Excerpts from a dataset

Start of Block

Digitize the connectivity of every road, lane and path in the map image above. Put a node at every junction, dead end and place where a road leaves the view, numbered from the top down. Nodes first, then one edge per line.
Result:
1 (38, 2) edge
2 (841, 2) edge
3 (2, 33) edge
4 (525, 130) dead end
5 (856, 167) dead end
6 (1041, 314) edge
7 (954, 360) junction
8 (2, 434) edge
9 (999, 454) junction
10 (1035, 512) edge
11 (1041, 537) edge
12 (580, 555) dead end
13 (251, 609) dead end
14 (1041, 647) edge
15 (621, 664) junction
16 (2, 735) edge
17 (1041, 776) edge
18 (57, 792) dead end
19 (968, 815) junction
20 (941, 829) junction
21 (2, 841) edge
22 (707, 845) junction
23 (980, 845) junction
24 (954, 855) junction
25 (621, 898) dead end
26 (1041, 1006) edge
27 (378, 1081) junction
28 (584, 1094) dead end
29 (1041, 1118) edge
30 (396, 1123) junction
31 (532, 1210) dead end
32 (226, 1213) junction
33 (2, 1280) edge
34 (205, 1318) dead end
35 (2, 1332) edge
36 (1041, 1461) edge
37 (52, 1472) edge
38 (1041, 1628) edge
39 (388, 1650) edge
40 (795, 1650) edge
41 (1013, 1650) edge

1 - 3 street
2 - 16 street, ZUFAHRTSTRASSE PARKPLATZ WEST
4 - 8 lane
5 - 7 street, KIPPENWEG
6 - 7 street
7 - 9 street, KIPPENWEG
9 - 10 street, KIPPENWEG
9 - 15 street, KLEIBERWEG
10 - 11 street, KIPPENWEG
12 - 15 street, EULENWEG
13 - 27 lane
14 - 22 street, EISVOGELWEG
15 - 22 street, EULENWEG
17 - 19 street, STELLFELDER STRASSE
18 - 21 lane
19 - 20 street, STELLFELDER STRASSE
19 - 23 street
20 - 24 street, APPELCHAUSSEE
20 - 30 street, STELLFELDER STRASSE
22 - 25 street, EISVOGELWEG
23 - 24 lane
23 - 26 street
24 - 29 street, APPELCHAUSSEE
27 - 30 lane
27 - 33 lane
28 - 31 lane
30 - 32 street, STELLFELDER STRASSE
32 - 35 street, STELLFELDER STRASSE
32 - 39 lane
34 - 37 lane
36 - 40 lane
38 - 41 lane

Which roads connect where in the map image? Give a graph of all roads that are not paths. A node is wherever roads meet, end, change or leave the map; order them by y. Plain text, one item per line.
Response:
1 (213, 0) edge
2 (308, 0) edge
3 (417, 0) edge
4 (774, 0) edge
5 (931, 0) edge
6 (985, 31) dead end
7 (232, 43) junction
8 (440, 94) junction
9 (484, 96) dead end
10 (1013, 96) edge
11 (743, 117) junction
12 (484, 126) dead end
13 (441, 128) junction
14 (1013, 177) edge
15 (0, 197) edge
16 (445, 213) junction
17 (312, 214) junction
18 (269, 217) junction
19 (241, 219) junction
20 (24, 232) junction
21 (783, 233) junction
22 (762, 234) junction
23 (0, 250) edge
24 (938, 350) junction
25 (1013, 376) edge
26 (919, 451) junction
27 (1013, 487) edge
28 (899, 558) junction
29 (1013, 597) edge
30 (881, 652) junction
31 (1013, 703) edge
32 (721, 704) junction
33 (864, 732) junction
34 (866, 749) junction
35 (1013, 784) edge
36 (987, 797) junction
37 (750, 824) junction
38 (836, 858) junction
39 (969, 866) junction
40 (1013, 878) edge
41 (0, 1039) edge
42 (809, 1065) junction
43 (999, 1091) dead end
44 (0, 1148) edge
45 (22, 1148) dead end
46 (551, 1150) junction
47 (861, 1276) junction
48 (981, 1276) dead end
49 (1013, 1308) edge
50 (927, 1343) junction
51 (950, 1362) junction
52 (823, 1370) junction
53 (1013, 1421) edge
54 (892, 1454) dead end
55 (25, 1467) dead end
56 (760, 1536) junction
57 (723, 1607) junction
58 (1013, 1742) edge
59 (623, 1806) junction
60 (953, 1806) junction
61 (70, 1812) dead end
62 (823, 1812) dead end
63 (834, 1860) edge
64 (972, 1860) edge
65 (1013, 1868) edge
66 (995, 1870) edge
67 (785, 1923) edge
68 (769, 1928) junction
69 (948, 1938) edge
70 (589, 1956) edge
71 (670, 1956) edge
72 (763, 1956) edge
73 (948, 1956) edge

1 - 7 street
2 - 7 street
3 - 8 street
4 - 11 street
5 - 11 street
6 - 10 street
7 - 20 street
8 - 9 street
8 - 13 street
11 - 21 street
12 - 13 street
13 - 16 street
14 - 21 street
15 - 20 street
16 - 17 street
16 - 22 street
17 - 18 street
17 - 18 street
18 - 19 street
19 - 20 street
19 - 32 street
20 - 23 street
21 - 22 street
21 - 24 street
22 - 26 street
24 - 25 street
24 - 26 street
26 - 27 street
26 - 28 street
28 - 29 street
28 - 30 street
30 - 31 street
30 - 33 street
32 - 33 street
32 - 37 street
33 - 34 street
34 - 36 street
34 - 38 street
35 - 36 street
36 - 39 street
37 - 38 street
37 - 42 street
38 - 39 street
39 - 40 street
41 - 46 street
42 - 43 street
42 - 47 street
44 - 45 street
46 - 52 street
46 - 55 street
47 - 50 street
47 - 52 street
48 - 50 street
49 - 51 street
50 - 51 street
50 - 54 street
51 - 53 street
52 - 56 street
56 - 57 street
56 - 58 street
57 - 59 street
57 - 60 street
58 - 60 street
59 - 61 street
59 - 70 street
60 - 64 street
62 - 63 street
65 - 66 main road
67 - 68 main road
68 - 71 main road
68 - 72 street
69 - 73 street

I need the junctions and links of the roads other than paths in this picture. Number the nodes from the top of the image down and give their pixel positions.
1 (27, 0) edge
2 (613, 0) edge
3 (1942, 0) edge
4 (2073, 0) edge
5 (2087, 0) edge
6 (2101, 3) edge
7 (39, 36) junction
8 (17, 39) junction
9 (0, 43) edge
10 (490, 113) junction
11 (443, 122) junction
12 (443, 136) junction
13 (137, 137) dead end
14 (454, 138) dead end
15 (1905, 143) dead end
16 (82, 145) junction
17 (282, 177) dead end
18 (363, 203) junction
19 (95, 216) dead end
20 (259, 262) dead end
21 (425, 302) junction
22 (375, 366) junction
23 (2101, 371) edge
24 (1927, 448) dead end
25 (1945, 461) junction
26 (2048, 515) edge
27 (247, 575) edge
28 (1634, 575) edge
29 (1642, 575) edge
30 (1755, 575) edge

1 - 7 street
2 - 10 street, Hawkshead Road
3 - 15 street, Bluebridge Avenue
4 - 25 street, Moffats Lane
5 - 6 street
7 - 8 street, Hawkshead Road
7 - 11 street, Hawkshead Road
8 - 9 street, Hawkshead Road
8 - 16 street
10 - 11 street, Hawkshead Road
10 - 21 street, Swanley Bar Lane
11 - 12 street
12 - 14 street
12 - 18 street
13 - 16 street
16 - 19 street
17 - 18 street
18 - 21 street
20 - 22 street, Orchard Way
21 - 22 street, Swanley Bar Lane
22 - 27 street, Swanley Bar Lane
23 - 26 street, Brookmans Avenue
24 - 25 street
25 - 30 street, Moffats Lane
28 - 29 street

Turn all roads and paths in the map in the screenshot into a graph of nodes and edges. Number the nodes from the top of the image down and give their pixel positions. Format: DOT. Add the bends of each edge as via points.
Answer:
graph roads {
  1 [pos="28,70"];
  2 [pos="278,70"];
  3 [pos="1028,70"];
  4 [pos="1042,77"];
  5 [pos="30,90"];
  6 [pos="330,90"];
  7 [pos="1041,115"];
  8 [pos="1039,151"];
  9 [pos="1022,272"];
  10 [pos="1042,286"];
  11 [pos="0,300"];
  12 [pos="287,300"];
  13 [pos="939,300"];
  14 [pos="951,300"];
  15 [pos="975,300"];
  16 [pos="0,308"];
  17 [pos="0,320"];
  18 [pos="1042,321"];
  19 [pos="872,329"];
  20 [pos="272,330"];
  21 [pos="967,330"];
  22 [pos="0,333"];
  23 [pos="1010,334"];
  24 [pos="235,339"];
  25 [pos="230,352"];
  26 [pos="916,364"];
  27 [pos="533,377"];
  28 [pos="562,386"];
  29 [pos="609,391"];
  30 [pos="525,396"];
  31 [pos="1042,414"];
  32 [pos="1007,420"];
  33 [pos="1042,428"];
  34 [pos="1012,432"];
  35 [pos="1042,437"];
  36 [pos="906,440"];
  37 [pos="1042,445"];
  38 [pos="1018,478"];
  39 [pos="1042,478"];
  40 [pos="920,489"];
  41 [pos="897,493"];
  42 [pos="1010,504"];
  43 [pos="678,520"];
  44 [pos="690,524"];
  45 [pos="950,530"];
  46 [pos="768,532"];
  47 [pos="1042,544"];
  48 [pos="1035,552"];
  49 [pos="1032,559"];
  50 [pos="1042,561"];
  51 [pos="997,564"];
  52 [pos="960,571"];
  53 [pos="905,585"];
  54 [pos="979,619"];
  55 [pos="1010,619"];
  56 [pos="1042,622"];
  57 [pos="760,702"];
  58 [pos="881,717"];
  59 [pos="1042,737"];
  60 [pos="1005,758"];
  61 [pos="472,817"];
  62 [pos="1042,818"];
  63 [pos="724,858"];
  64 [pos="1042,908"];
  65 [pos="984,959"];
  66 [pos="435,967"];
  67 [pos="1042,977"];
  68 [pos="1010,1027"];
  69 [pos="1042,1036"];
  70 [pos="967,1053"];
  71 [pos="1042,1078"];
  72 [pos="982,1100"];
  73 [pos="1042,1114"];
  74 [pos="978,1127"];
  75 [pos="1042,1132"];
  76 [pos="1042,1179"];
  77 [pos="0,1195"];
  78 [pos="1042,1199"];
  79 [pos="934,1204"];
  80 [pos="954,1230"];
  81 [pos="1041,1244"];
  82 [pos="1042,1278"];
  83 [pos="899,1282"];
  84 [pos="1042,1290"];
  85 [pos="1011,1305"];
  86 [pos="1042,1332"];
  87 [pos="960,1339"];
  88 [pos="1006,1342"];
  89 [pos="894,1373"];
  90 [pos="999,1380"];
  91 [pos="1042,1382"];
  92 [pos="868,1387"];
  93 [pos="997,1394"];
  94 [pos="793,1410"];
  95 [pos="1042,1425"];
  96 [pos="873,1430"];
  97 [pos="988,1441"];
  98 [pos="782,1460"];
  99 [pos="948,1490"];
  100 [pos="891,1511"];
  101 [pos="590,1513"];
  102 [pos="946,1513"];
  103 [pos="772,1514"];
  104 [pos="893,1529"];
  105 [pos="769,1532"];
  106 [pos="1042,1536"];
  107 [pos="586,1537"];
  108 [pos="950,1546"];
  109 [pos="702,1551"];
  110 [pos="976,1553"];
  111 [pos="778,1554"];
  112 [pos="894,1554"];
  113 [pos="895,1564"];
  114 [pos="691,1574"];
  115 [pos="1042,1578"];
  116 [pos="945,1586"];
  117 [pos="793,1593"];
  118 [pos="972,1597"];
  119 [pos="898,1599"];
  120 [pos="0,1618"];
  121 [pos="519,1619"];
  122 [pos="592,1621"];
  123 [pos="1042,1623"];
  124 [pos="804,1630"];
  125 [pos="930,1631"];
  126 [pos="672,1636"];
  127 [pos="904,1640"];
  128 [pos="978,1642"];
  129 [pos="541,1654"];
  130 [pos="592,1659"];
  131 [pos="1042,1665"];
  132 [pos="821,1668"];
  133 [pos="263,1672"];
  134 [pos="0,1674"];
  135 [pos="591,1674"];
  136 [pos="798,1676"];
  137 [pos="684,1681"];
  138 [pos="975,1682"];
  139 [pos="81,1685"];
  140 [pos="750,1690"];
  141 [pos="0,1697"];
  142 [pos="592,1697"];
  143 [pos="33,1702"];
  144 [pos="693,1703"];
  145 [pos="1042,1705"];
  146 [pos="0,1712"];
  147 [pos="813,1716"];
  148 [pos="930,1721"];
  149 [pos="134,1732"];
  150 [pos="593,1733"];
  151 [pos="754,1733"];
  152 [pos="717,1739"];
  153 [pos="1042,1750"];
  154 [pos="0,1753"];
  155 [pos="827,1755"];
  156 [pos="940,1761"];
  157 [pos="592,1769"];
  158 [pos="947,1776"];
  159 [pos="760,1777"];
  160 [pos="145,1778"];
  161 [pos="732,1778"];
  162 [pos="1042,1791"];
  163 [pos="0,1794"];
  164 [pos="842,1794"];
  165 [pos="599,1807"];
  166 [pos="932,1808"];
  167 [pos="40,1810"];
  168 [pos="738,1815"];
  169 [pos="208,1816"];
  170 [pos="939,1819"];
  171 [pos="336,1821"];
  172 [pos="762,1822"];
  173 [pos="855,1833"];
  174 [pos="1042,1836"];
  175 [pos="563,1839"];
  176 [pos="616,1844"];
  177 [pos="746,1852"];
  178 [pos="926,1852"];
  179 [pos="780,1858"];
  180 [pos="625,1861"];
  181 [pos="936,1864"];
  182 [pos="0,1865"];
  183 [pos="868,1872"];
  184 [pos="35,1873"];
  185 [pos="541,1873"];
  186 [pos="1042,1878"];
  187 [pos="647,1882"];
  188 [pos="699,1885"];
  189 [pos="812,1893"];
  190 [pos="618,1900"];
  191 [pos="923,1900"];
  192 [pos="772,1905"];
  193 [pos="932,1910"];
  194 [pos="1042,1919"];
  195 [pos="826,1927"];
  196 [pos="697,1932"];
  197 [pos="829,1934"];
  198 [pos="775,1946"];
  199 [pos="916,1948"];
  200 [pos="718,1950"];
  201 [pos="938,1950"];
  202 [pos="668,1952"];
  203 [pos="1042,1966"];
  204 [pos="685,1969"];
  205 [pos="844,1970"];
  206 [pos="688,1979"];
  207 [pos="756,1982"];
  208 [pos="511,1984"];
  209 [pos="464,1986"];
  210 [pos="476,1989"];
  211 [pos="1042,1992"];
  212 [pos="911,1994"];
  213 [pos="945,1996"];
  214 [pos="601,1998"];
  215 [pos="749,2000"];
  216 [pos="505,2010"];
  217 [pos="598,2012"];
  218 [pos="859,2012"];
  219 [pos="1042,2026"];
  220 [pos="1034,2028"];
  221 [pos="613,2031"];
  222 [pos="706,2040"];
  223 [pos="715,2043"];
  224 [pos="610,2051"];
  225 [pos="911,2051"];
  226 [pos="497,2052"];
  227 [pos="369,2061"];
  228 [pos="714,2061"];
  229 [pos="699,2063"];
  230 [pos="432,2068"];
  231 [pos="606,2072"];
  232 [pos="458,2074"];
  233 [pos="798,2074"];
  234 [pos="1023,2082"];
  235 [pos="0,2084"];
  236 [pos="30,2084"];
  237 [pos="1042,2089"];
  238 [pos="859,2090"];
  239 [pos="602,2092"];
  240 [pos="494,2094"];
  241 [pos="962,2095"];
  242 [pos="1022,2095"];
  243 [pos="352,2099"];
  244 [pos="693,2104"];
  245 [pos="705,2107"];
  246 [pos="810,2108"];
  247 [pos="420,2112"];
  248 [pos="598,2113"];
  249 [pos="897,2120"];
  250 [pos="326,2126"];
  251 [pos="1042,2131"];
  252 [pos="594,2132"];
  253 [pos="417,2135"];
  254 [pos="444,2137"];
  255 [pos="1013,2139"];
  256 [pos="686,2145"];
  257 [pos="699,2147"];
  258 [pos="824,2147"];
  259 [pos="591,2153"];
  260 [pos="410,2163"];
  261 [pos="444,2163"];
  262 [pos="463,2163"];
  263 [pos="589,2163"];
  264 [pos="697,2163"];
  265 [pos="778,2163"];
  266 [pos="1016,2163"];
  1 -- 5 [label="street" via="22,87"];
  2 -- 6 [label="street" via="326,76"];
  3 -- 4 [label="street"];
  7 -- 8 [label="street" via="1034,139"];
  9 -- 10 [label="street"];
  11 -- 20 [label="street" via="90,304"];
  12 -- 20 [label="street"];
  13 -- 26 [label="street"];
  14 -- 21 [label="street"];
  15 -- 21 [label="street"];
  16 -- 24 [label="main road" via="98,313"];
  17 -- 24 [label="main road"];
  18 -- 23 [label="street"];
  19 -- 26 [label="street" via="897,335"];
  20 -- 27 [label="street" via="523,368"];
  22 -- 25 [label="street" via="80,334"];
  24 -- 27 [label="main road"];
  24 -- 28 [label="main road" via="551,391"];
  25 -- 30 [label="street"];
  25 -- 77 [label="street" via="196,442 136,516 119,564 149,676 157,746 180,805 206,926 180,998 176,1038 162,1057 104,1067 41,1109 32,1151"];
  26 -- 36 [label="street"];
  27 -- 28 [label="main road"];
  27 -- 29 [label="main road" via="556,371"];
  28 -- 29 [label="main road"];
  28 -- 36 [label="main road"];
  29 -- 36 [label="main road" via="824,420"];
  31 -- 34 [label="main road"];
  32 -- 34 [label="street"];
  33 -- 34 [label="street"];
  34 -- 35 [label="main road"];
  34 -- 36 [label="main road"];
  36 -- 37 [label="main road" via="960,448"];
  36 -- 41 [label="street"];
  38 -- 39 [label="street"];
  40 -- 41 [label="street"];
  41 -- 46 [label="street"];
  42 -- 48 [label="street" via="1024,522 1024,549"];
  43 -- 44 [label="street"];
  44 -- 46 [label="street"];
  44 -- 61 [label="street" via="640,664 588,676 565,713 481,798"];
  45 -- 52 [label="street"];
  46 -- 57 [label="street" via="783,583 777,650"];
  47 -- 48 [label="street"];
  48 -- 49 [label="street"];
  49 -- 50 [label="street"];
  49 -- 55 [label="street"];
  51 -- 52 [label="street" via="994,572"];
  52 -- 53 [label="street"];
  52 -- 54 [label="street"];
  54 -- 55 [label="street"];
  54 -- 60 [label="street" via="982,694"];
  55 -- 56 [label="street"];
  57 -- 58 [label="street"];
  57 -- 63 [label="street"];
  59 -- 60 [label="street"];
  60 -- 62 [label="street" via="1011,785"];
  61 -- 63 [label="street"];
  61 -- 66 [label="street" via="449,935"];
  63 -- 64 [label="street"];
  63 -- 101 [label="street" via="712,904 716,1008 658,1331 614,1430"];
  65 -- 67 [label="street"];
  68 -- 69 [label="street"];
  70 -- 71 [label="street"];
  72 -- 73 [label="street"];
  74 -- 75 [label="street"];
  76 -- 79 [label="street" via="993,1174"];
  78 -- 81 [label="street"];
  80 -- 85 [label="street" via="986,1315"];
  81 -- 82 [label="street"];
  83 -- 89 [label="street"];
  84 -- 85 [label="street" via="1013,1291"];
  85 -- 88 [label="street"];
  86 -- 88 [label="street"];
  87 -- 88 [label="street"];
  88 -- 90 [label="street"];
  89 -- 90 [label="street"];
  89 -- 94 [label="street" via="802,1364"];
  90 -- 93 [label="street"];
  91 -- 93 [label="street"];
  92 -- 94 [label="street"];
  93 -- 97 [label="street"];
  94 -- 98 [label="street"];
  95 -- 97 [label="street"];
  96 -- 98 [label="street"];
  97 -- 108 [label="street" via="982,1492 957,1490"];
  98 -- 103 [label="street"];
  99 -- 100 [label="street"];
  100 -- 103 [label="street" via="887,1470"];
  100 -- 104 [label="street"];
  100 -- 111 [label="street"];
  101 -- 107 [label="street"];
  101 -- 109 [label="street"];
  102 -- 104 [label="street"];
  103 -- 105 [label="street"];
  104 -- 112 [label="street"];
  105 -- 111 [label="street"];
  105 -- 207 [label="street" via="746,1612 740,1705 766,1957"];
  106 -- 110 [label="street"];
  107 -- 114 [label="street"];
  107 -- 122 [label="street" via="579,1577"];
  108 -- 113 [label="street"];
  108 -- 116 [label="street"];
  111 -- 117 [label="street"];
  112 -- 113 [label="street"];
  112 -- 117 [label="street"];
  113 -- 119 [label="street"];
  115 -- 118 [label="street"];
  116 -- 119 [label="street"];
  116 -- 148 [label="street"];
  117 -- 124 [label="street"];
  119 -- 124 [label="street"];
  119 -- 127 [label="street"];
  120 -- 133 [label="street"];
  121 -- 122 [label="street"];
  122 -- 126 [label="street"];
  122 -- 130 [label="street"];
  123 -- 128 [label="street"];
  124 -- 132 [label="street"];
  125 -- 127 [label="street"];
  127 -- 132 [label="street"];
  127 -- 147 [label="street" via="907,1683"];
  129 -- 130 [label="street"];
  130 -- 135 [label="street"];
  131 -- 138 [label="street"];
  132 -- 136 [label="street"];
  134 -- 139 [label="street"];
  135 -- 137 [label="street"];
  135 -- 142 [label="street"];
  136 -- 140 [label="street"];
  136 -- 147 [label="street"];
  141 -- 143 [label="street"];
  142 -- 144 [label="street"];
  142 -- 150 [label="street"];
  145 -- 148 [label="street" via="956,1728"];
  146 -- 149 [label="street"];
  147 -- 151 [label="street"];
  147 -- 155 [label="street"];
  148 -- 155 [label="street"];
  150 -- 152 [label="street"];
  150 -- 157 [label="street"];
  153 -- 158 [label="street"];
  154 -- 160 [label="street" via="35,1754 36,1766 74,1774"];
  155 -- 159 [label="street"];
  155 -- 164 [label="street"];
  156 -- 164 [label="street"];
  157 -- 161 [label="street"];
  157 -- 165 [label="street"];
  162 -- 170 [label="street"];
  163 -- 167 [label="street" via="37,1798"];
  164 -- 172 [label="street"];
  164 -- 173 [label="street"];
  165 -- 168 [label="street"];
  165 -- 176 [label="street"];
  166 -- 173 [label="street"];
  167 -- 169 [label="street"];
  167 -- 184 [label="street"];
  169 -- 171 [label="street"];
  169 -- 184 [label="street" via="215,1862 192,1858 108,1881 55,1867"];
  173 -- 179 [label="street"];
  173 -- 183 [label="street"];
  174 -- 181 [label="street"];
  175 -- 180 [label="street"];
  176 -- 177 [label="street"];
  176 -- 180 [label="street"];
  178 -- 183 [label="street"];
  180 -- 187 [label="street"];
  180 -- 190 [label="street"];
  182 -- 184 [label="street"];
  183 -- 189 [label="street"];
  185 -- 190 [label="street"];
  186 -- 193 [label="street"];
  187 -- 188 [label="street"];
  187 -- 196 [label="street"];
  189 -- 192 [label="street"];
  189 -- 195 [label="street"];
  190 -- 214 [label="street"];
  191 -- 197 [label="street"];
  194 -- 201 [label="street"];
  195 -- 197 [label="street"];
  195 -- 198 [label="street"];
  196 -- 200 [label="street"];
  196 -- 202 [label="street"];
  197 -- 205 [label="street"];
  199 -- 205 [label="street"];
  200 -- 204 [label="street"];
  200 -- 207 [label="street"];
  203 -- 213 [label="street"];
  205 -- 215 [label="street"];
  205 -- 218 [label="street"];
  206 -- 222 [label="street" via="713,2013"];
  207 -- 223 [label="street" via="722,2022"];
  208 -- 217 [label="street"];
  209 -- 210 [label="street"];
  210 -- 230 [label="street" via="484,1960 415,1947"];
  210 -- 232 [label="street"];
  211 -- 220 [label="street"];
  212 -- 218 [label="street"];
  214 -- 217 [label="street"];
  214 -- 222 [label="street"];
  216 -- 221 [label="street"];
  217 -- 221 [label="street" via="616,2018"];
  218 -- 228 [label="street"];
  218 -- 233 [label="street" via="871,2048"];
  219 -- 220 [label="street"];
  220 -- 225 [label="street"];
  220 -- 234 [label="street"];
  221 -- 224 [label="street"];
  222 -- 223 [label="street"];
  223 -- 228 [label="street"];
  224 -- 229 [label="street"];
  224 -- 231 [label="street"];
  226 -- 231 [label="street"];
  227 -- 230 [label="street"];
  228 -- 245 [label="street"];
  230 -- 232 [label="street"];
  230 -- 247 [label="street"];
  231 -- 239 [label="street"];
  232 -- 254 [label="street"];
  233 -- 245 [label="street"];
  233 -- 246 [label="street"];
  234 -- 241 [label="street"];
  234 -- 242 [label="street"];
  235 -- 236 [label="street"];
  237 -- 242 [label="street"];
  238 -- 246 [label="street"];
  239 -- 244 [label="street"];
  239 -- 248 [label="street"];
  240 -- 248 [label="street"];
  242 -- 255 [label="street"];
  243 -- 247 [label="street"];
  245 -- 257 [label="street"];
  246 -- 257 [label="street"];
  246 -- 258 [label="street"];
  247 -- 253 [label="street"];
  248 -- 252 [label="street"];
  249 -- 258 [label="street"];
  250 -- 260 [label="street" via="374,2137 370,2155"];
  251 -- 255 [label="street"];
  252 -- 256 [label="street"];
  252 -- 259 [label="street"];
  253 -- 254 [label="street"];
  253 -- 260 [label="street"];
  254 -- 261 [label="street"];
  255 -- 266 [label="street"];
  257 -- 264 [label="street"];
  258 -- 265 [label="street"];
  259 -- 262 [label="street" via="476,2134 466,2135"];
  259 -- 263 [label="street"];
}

End of Block

EXERCISE PROMPT> Please give, as a single number with nothing added, the count of lines in the records that contain the word "STELLFELDER".

PROBLEM SOLUTION> 5